Dio, non ce la faccio più a tenere tutto dentro. Sono Maria, 38 anni, sposata da 15 con Antonio, un uomo perbene, ragioniere. Lavoro come segretaria in uno studio notarile, sempre composta, con la fede al dito che brilla sotto le luci dell’ufficio. Mamma di Luca, 17 anni, studente al liceo. Di fuori, vita perfetta. Ma dentro… ehm, dentro brucio. Il preside, Roberto, mi osserva da mesi. Alto, occhi penetranti, mani forti. Inizio con le convocazioni per Luca, note basse, assenze. Ogni volta, il cuore mi batte forte, le cosce si stringono sotto la gonna. ‘Signora, si accomodi’, dice con quella voce bassa. Io arrossisco, fingo preoccupazione per il ragazzo. Ma è per lui che vengo, per quel brivido proibito.
Ieri, tardi, dopo l’orario. ‘Devo parlare di Luca, urgenza’. Entro, chiudo la porta. Lui dietro la scrivania, cravatta allentata. Mi siedo, le calze di nylon frusciano sulle cosce. ‘Luca non merita i complimenti, è pigro’, dico, ma la voce trema. Lui sorride, ‘Convincimi, Maria’. Il cuore mi esplode nel petto.

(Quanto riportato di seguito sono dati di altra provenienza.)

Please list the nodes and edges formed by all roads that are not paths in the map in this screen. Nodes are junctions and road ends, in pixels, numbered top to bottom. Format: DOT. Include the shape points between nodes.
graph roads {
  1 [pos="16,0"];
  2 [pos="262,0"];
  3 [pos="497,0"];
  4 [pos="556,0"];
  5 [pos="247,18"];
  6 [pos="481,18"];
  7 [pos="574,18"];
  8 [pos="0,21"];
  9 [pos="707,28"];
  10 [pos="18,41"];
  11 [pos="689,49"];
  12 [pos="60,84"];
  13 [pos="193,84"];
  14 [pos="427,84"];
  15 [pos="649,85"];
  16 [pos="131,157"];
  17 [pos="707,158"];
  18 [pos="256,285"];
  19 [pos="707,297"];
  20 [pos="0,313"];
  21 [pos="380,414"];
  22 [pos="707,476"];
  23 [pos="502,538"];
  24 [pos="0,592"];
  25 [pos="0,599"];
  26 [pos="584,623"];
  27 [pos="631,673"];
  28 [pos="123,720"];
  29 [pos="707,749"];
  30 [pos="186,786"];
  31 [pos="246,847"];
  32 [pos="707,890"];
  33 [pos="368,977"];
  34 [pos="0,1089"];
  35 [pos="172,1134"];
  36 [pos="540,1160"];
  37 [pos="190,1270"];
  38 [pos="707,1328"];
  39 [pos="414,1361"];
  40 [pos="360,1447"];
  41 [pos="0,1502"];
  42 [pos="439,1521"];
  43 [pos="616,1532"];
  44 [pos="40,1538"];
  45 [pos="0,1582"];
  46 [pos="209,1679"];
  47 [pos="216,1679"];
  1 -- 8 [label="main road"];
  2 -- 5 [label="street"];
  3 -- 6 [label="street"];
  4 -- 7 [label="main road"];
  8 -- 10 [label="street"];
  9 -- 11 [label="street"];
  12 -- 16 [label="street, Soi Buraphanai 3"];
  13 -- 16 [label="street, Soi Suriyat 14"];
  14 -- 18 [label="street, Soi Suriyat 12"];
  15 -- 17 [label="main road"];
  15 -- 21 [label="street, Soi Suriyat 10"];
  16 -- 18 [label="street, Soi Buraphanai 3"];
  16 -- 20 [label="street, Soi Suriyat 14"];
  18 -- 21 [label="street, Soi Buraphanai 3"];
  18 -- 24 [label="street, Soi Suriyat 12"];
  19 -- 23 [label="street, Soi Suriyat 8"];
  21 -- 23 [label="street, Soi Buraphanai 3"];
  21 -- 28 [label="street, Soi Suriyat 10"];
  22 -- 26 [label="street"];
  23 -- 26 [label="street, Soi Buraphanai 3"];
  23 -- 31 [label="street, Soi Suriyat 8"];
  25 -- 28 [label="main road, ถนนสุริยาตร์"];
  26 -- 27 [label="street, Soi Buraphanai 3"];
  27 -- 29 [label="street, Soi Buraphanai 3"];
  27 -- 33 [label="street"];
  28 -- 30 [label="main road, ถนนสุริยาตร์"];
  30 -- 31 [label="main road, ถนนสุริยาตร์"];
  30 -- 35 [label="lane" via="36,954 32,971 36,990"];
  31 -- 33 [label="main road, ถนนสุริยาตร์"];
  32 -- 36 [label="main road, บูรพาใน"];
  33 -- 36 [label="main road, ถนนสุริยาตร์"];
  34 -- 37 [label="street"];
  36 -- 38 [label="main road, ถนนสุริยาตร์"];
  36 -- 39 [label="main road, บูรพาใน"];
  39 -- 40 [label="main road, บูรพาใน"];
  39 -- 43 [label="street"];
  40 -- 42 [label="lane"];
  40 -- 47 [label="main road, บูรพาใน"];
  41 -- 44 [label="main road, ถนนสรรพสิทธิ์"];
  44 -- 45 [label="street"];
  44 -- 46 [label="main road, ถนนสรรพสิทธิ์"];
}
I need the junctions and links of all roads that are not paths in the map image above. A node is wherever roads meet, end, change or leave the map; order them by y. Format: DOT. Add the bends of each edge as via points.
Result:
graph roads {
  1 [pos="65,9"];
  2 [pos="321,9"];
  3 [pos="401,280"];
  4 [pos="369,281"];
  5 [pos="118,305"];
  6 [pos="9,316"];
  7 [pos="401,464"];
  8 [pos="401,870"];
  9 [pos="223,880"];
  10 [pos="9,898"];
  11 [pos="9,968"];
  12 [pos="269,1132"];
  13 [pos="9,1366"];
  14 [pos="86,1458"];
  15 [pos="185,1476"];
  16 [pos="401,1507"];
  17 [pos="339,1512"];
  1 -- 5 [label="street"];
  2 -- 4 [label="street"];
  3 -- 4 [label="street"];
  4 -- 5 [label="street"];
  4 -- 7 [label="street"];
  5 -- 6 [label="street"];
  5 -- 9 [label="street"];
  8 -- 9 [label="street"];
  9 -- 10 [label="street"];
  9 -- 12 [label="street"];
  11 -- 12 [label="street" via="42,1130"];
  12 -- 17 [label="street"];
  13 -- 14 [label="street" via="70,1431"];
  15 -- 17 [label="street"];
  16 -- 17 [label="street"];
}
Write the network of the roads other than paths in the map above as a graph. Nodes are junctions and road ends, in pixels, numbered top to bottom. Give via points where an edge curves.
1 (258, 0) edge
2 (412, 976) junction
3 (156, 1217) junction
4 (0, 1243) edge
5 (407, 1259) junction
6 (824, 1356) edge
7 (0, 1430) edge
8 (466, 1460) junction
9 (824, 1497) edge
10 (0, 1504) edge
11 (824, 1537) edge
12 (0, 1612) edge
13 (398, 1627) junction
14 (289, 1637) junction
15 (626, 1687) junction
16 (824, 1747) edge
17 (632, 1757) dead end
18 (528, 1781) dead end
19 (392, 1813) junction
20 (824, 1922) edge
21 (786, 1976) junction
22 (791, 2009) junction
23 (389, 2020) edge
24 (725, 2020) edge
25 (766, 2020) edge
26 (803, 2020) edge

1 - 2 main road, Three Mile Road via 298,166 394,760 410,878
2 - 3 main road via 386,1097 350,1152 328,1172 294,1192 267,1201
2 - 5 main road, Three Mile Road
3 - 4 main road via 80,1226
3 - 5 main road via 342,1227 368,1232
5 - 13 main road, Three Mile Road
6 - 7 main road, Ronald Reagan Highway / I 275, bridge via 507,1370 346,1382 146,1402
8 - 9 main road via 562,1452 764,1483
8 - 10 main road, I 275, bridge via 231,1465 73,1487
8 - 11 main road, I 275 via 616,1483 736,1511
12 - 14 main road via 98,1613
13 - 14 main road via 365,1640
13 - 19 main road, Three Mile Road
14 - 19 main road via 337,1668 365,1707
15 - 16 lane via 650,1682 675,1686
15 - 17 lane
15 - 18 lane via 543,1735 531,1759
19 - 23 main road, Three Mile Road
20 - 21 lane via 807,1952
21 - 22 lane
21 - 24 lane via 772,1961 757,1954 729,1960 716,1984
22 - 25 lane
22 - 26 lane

Mi alzo, giro la scrivania. Le mani sue sulla mia vita, l’alliance fredda contro il suo palmo caldo. ‘Sei sposata, eh?’, sussurra. ‘Sì… ma ho bisogno di te’. Mi inginocchio, slaccio la patta. Il cazzo duro salta fuori, venoso, grosso. Lo prendo in bocca, succhio forte, la lingua gira sulla cappella. ‘Brava mamma’, geme lui. Le tette mie premono sul suo grembo, le tiro fuori dal reggiseno, le strizza. Sento l’odore di lui, sudore, desiderio. Urgente, veloce, prima che arrivi qualcuno.
Il peso del segreto quotidiano
Mi alzo, skirt su, mutande giù. ‘Scopami qui, sul tavolo’. Mi piego, figa bagnata esposta. Lui entra di colpo, ‘Cazzo, sei strettissima’. Pompa duro, pacche sul culo. ‘Pensa a tuo marito che ti aspetta’. Io gemo, ‘Sì, ma il tuo cazzo è meglio’. Mi gira, mi siede sul bordo, le gambe aperte. Lecca la figa, la lingua nel clitoride, sudo. ‘Vieni, troia sposata’. Esplodo, tremo, squirto un po’. Poi mi penetra di nuovo, forte, il tavolo scricchiola. ‘Nel culo?’, ansimo. ‘Sì, apri’. Lubrifica con la mia eccitazione, spinge piano, poi furioso. Brucia, ma eccita da morire. ‘Sborra dentro’, imploro. Lui ruggisce, mi riempie l’ano caldo. Crollo, ansimante, il suo sperma cola giù.
Mi rivestono in fretta, bacio umido. ‘Torna presto’. Esco, gambe molli, alito di sesso in bocca. Guido a casa, Antonio cena pronto. ‘Com’è andata con il preside?’. ‘Bene, Luca migliorerà’. Sorrido, fede al dito, ma dentro il culo pulsa del suo seme. Colpevole? Un po’. Ma eccitata da morire. Questo segreto mi fa viva. Domani fingo la moglie perfetta, ma sogno il prossimo rischio. Il brivido… non smette mai.